More specifically, Parise found that “…a one standard deviation increase in the threat of entry triggers an increase of 4.5 percentage points in the proportion of long-term debt held by incumbent airlines (a 7.4% increase relative to the baseline of 60%). This effect is particularly strong for airlines whose debt is rated as “speculative” and that are financially constrained, i.e., airlines that have in general a more difficult access to credit.”
On the other hand, “the threat of entry has no significant effect on the leverage ratio.”

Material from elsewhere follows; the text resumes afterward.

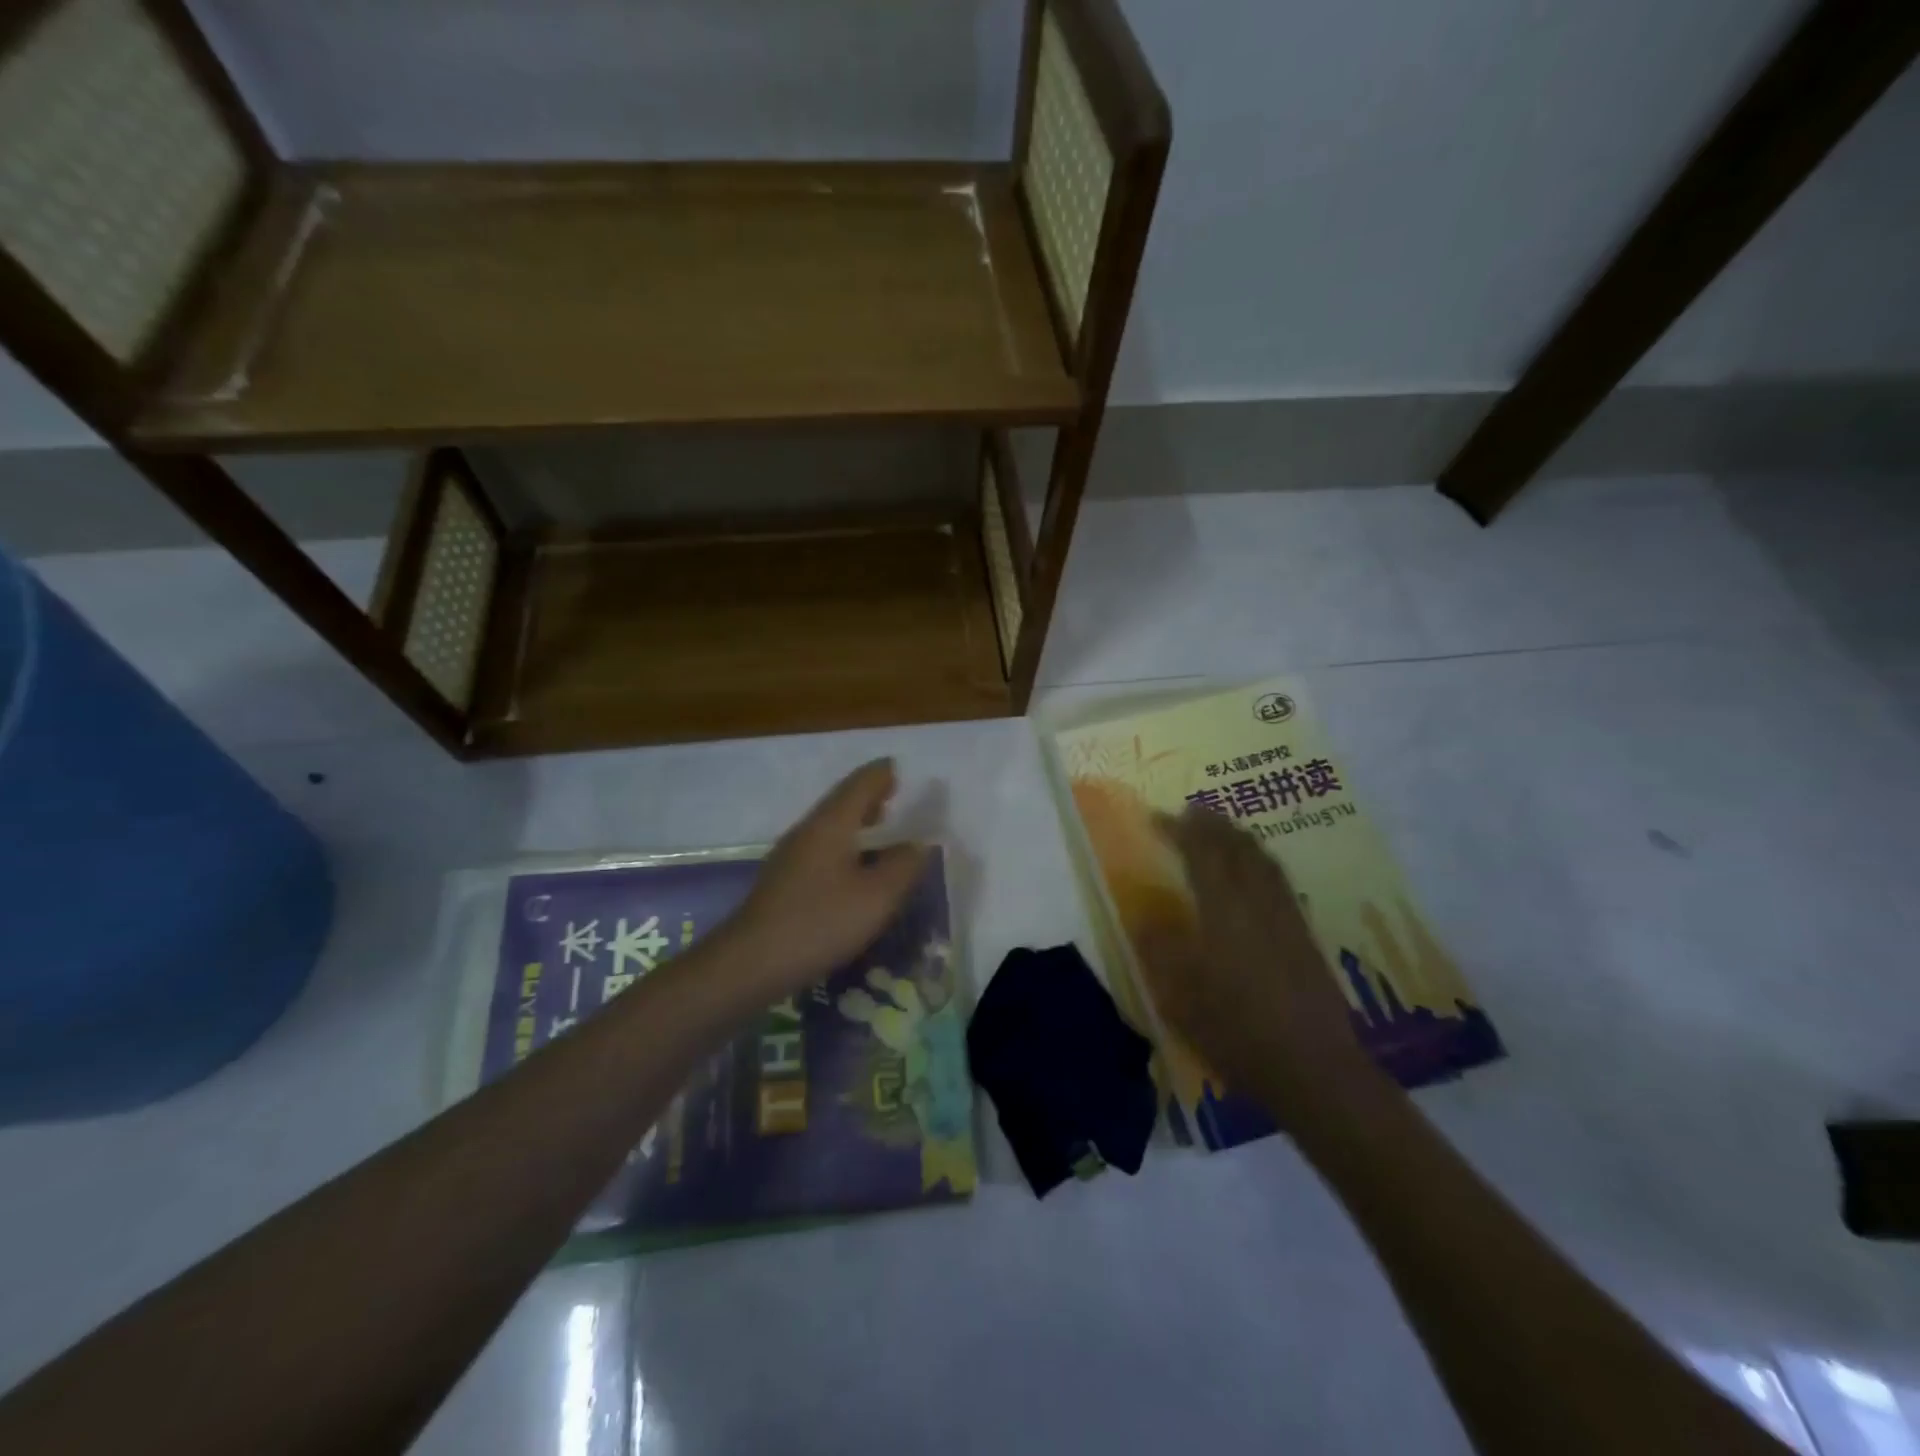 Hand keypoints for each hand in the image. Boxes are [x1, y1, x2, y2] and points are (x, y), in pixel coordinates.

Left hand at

Overall, “threatened airlines issue debt instruments with longer maturity and with covenants” and that debt issuance aiming to increase maturity comes via intermediated lending (loans) rather than via bond markets (direct market).
“The results are consistent with models in which firms set their optimal debt structure in the presence of costly rollover failure As Parise notes, “Longer debt maturity allows firms to reduce
rollover (or liquidity) risk, i.e., the risk that lenders are unwilling to refinance when bad news
arrives. Rollover risk enhances credit risk…, magnifies the debt overhang problem…, weakens investment,… and exposes the firm to costly debt restructuring…”
A very interesting study showing dynamic and complex interactions between capital structure of the firm and exogenous pressures from competitive environments, in the presence of systemic roll-over risks in the financial system.